[Dataset entries Boundary: Start]
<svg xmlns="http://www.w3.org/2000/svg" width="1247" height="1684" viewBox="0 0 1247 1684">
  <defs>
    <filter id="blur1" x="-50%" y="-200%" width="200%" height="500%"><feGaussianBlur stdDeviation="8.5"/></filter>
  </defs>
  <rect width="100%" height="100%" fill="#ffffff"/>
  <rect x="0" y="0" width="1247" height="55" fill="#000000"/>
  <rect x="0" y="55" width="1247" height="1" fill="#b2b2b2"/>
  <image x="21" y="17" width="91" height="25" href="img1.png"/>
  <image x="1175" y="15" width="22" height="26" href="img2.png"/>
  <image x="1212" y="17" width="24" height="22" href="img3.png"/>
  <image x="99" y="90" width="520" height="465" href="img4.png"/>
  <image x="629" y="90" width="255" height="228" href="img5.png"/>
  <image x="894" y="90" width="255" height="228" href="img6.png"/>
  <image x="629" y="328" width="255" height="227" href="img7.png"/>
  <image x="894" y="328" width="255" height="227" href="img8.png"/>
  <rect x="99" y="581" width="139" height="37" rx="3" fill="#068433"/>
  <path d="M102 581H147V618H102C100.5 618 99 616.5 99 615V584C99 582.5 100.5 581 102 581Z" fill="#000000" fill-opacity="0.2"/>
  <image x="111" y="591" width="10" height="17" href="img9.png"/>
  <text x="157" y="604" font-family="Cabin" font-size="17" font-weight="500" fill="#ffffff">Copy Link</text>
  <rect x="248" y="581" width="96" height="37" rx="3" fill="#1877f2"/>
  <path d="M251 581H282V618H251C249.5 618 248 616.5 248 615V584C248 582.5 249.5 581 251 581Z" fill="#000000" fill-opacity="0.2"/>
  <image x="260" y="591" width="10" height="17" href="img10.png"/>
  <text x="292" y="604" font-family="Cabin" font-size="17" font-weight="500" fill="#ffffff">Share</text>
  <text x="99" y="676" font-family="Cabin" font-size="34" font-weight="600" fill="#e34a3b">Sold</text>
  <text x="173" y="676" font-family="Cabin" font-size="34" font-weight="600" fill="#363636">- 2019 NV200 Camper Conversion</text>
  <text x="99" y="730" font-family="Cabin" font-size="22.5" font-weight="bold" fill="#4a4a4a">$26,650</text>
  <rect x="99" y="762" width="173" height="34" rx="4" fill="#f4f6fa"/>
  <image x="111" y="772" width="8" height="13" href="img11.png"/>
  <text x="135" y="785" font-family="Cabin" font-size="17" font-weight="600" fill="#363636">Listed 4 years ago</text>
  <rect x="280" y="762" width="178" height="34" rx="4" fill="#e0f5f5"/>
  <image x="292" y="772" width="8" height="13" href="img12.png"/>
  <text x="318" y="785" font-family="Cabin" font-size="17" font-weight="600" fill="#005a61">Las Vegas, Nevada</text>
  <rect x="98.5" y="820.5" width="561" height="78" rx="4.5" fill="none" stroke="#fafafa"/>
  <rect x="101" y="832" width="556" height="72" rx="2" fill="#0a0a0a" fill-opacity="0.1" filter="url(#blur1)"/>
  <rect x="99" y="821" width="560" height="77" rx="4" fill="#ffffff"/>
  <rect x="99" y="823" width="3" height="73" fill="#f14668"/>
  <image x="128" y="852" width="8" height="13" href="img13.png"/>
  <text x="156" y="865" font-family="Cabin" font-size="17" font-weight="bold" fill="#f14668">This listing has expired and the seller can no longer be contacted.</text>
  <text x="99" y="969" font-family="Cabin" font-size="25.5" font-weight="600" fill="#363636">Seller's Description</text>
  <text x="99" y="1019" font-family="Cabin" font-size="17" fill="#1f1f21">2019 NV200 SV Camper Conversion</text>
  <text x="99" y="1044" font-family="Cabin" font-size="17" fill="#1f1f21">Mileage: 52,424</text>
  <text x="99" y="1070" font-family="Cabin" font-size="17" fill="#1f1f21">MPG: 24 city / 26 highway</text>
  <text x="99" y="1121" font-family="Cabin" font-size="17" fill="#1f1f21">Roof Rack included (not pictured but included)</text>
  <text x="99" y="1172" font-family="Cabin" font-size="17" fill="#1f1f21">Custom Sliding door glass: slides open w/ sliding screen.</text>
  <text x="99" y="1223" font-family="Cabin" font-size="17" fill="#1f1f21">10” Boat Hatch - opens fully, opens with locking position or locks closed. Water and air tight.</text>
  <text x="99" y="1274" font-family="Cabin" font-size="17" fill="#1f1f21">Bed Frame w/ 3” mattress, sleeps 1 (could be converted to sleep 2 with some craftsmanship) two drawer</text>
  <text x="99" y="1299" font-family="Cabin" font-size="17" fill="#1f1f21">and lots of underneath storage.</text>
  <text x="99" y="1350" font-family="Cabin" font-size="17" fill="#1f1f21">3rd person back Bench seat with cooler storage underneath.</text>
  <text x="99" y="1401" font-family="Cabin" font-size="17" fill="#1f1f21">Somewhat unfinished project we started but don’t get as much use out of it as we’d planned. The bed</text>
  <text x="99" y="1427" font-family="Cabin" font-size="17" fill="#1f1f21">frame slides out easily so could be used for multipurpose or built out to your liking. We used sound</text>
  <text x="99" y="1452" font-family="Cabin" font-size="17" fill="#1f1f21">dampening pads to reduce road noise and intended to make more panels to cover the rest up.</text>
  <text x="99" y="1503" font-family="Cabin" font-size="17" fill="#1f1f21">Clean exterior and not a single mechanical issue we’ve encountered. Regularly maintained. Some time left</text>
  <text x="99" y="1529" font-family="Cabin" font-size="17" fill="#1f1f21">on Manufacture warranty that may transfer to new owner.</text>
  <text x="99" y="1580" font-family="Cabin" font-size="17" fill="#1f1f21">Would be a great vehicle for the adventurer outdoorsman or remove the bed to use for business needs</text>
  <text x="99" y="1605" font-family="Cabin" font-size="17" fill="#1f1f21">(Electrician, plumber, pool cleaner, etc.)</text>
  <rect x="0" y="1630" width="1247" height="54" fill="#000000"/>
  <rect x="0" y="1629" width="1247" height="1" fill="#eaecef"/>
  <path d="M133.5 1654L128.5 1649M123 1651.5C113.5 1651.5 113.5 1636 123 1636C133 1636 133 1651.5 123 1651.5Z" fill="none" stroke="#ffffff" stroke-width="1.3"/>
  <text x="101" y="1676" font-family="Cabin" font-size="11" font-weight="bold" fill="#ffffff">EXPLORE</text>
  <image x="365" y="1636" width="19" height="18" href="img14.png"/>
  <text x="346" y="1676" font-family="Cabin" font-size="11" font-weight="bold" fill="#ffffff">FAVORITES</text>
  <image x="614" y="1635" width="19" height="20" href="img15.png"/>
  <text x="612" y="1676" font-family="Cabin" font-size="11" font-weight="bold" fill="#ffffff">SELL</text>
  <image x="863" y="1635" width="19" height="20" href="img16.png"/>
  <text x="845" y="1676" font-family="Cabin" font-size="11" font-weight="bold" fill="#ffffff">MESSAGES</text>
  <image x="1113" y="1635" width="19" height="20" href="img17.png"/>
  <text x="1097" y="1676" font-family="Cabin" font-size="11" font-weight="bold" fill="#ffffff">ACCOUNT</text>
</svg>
[Dataset entries Boundary: End]
◆ Your instructions
Retype exactly the lines above, from the one with "and air tight.</text>" through the one with "to new owner.</text>", inclusive.

◆ Task solution
  <text x="99" y="1223" font-family="Cabin" font-size="17" fill="#1f1f21">10” Boat Hatch - opens fully, opens with locking position or locks closed. Water and air tight.</text>
  <text x="99" y="1274" font-family="Cabin" font-size="17" fill="#1f1f21">Bed Frame w/ 3” mattress, sleeps 1 (could be converted to sleep 2 with some craftsmanship) two drawer</text>
  <text x="99" y="1299" font-family="Cabin" font-size="17" fill="#1f1f21">and lots of underneath storage.</text>
  <text x="99" y="1350" font-family="Cabin" font-size="17" fill="#1f1f21">3rd person back Bench seat with cooler storage underneath.</text>
  <text x="99" y="1401" font-family="Cabin" font-size="17" fill="#1f1f21">Somewhat unfinished project we started but don’t get as much use out of it as we’d planned. The bed</text>
  <text x="99" y="1427" font-family="Cabin" font-size="17" fill="#1f1f21">frame slides out easily so could be used for multipurpose or built out to your liking. We used sound</text>
  <text x="99" y="1452" font-family="Cabin" font-size="17" fill="#1f1f21">dampening pads to reduce road noise and intended to make more panels to cover the rest up.</text>
  <text x="99" y="1503" font-family="Cabin" font-size="17" fill="#1f1f21">Clean exterior and not a single mechanical issue we’ve encountered. Regularly maintained. Some time left</text>
  <text x="99" y="1529" font-family="Cabin" font-size="17" fill="#1f1f21">on Manufacture warranty that may transfer to new owner.</text>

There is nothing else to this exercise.